## WHAT THE TASK ASKS
Produce an exact copy of all the data below, dropping every image.

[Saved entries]
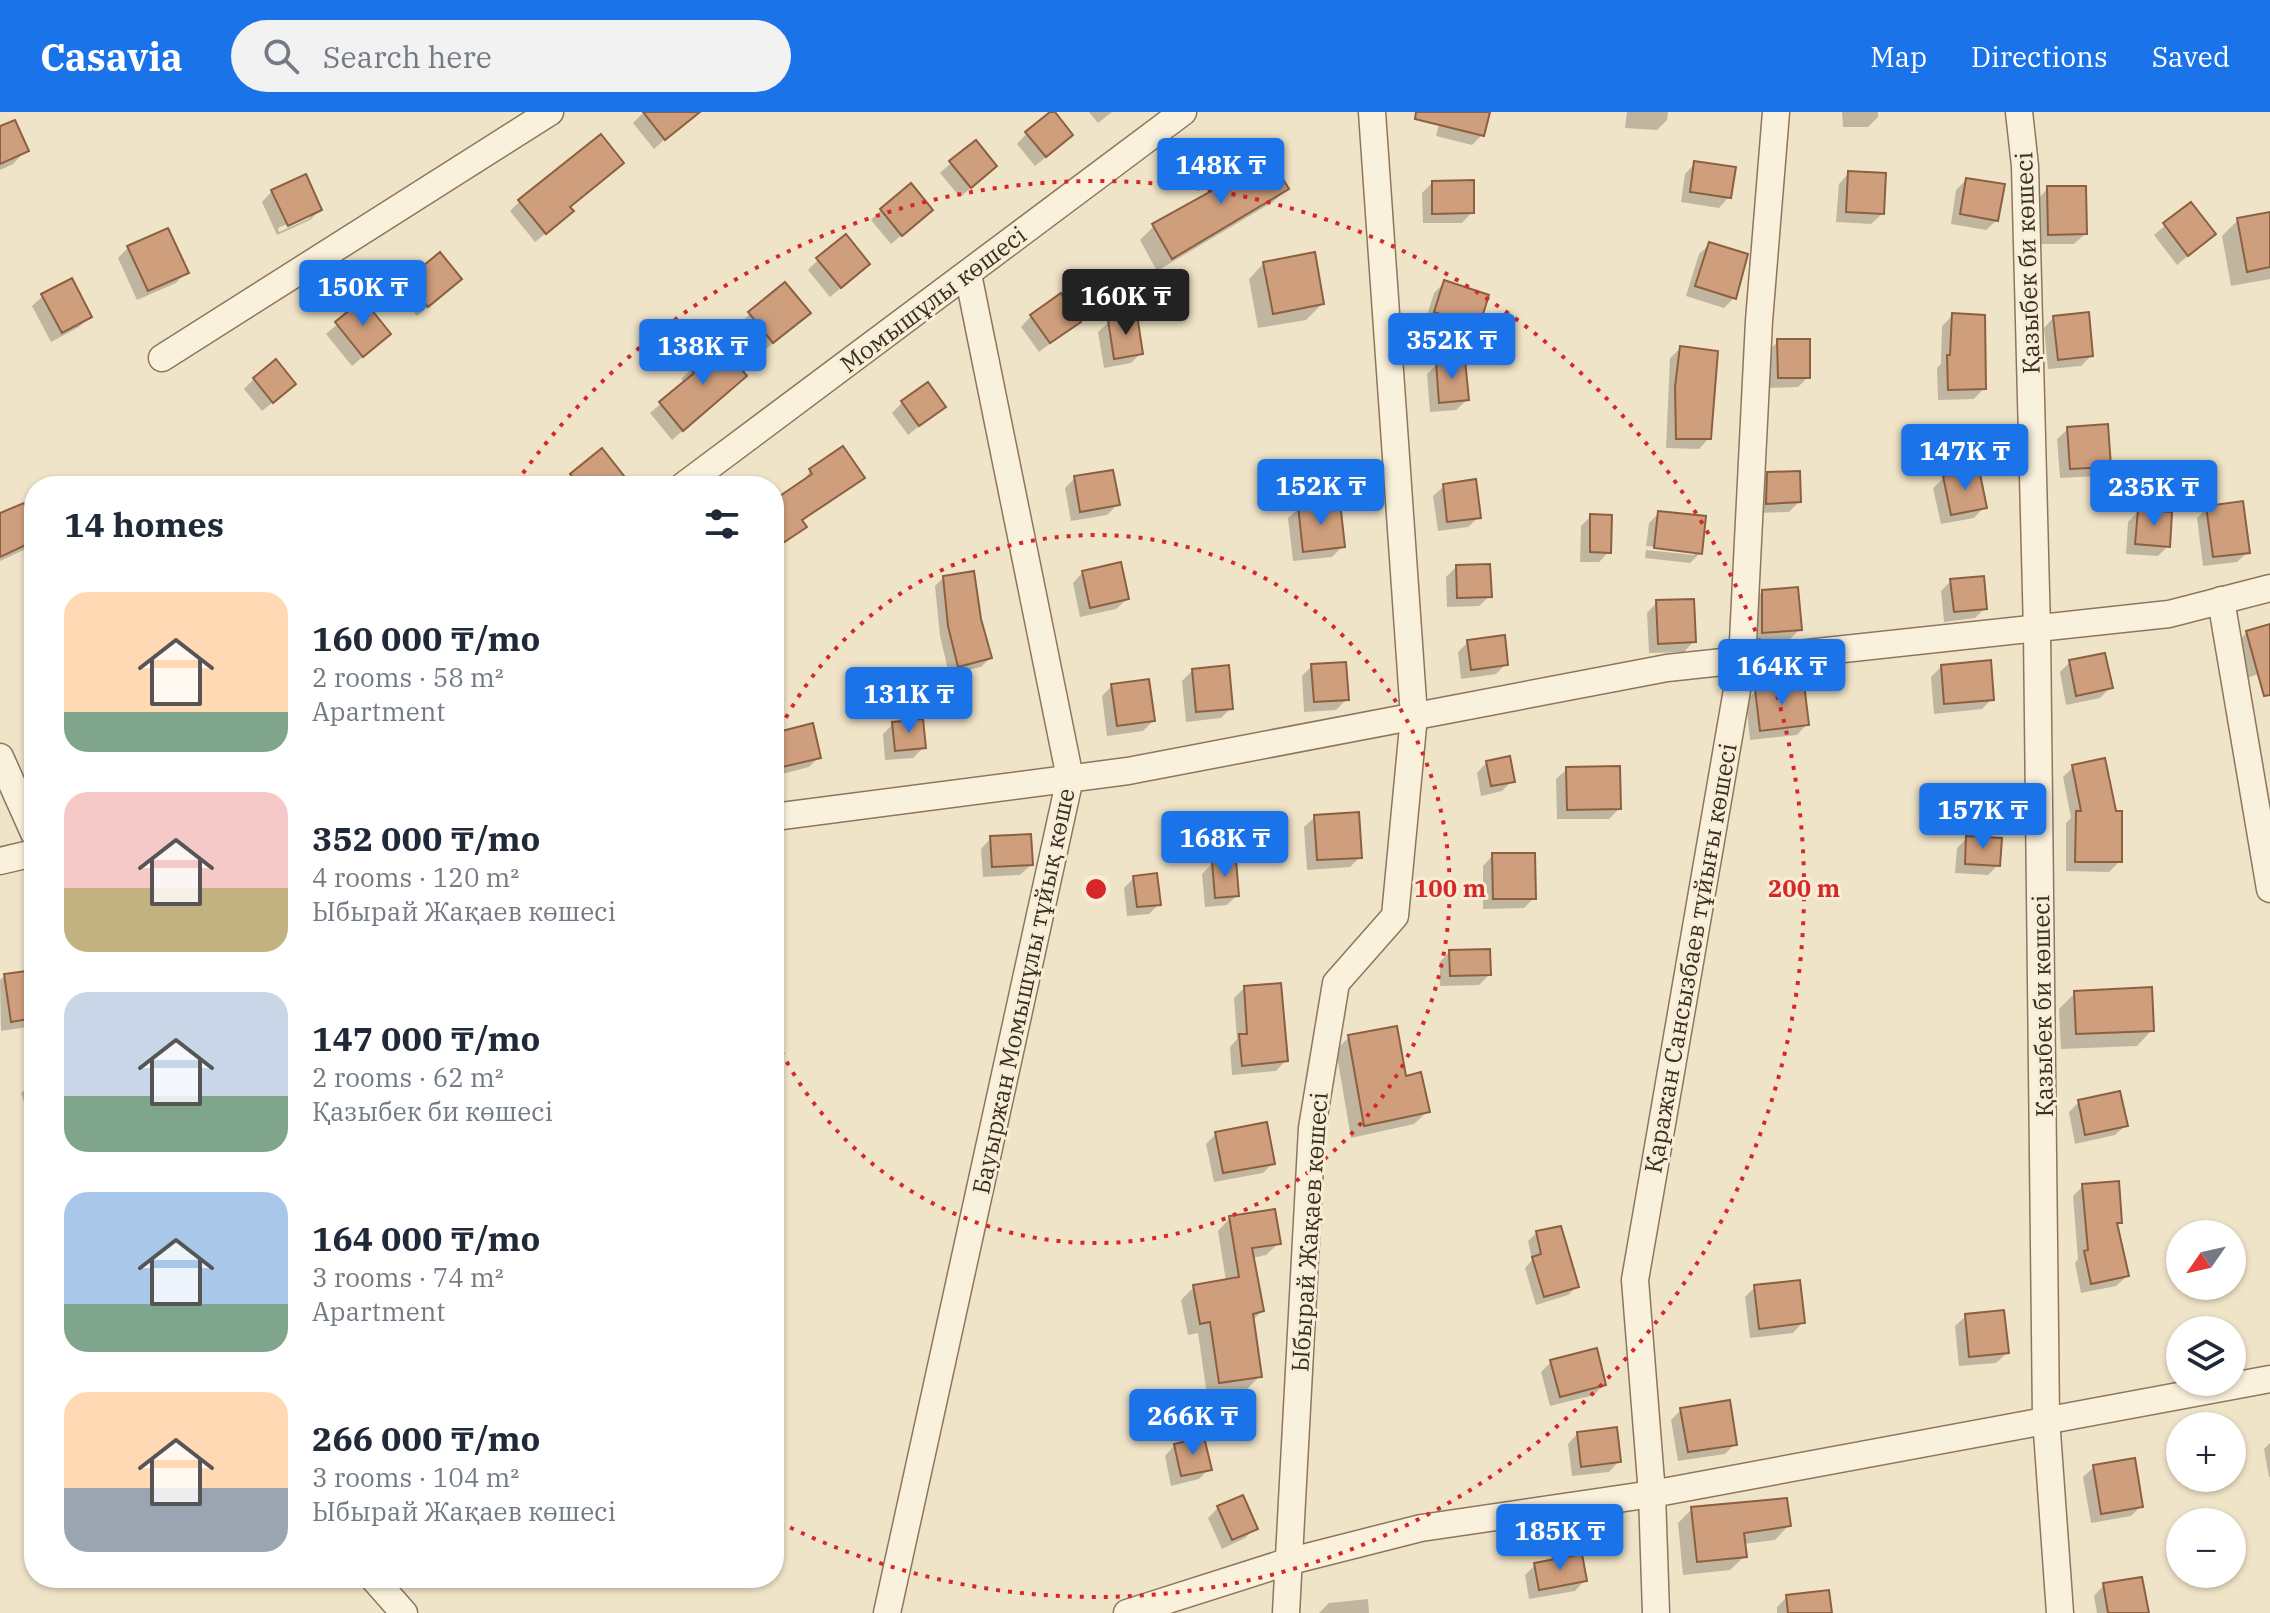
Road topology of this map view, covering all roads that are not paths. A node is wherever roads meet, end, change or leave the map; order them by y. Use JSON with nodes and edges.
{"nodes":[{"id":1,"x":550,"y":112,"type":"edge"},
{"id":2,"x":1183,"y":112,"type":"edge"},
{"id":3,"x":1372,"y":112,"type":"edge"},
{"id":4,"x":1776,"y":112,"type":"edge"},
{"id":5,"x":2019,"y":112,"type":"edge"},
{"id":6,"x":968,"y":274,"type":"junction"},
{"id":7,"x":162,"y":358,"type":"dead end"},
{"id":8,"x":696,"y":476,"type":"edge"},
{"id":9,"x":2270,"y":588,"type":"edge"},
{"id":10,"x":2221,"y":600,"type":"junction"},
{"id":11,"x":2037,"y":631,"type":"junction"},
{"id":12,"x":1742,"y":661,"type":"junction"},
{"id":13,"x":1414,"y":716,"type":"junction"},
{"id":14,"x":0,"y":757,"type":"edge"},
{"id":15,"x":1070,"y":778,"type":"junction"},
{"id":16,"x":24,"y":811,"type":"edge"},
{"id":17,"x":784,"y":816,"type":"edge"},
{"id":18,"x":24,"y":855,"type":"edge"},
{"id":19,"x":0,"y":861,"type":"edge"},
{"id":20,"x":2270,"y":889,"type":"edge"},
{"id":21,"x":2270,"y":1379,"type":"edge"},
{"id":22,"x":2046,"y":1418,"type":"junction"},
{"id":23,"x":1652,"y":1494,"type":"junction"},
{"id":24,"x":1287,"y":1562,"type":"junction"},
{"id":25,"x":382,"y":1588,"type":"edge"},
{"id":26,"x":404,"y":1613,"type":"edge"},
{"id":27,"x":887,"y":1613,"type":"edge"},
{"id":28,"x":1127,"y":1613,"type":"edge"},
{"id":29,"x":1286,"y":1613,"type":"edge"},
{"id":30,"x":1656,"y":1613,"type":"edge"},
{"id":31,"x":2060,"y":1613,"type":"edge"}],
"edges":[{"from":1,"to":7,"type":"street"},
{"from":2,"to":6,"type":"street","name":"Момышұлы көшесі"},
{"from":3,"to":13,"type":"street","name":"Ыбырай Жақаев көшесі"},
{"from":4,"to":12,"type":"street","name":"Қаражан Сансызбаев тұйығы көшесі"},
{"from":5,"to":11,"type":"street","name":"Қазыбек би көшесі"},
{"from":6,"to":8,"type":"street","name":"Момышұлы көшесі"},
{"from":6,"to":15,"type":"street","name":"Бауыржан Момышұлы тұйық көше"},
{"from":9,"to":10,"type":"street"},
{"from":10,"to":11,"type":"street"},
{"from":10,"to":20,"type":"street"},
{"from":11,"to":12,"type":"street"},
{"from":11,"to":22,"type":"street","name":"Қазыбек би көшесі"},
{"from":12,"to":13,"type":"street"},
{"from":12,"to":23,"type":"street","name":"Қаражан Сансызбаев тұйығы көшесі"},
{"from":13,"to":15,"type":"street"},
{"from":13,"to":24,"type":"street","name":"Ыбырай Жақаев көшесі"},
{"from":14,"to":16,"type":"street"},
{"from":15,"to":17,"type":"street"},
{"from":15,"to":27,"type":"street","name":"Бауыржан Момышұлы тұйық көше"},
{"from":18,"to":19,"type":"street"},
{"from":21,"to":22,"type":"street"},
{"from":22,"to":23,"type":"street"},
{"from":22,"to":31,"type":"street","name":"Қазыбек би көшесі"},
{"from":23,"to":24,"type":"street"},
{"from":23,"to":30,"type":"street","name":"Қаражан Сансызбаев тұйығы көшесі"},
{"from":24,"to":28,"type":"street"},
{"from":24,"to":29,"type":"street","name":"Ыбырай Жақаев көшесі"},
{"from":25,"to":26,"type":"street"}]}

## YOUR SOLUTION
Road topology of this map view, covering all roads that are not paths. A node is wherever roads meet, end, change or leave the map; order them by y. Use JSON with nodes and edges.
{"nodes":[{"id":1,"x":550,"y":112,"type":"edge"},
{"id":2,"x":1183,"y":112,"type":"edge"},
{"id":3,"x":1372,"y":112,"type":"edge"},
{"id":4,"x":1776,"y":112,"type":"edge"},
{"id":5,"x":2019,"y":112,"type":"edge"},
{"id":6,"x":968,"y":274,"type":"junction"},
{"id":7,"x":162,"y":358,"type":"dead end"},
{"id":8,"x":696,"y":476,"type":"edge"},
{"id":9,"x":2270,"y":588,"type":"edge"},
{"id":10,"x":2221,"y":600,"type":"junction"},
{"id":11,"x":2037,"y":631,"type":"junction"},
{"id":12,"x":1742,"y":661,"type":"junction"},
{"id":13,"x":1414,"y":716,"type":"junction"},
{"id":14,"x":0,"y":757,"type":"edge"},
{"id":15,"x":1070,"y":778,"type":"junction"},
{"id":16,"x":24,"y":811,"type":"edge"},
{"id":17,"x":784,"y":816,"type":"edge"},
{"id":18,"x":24,"y":855,"type":"edge"},
{"id":19,"x":0,"y":861,"type":"edge"},
{"id":20,"x":2270,"y":889,"type":"edge"},
{"id":21,"x":2270,"y":1379,"type":"edge"},
{"id":22,"x":2046,"y":1418,"type":"junction"},
{"id":23,"x":1652,"y":1494,"type":"junction"},
{"id":24,"x":1287,"y":1562,"type":"junction"},
{"id":25,"x":382,"y":1588,"type":"edge"},
{"id":26,"x":404,"y":1613,"type":"edge"},
{"id":27,"x":887,"y":1613,"type":"edge"},
{"id":28,"x":1127,"y":1613,"type":"edge"},
{"id":29,"x":1286,"y":1613,"type":"edge"},
{"id":30,"x":1656,"y":1613,"type":"edge"},
{"id":31,"x":2060,"y":1613,"type":"edge"}],
"edges":[{"from":1,"to":7,"type":"street"},
{"from":2,"to":6,"type":"street","name":"Момышұлы көшесі"},
{"from":3,"to":13,"type":"street","name":"Ыбырай Жақаев көшесі"},
{"from":4,"to":12,"type":"street","name":"Қаражан Сансызбаев тұйығы көшесі"},
{"from":5,"to":11,"type":"street","name":"Қазыбек би көшесі"},
{"from":6,"to":8,"type":"street","name":"Момышұлы көшесі"},
{"from":6,"to":15,"type":"street","name":"Бауыржан Момышұлы тұйық көше"},
{"from":9,"to":10,"type":"street"},
{"from":10,"to":11,"type":"street"},
{"from":10,"to":20,"type":"street"},
{"from":11,"to":12,"type":"street"},
{"from":11,"to":22,"type":"street","name":"Қазыбек би көшесі"},
{"from":12,"to":13,"type":"street"},
{"from":12,"to":23,"type":"street","name":"Қаражан Сансызбаев тұйығы көшесі"},
{"from":13,"to":15,"type":"street"},
{"from":13,"to":24,"type":"street","name":"Ыбырай Жақаев көшесі"},
{"from":14,"to":16,"type":"street"},
{"from":15,"to":17,"type":"street"},
{"from":15,"to":27,"type":"street","name":"Бауыржан Момышұлы тұйық көше"},
{"from":18,"to":19,"type":"street"},
{"from":21,"to":22,"type":"street"},
{"from":22,"to":23,"type":"street"},
{"from":22,"to":31,"type":"street","name":"Қазыбек би көшесі"},
{"from":23,"to":24,"type":"street"},
{"from":23,"to":30,"type":"street","name":"Қаражан Сансызбаев тұйығы көшесі"},
{"from":24,"to":28,"type":"street"},
{"from":24,"to":29,"type":"street","name":"Ыбырай Жақаев көшесі"},
{"from":25,"to":26,"type":"street"}]}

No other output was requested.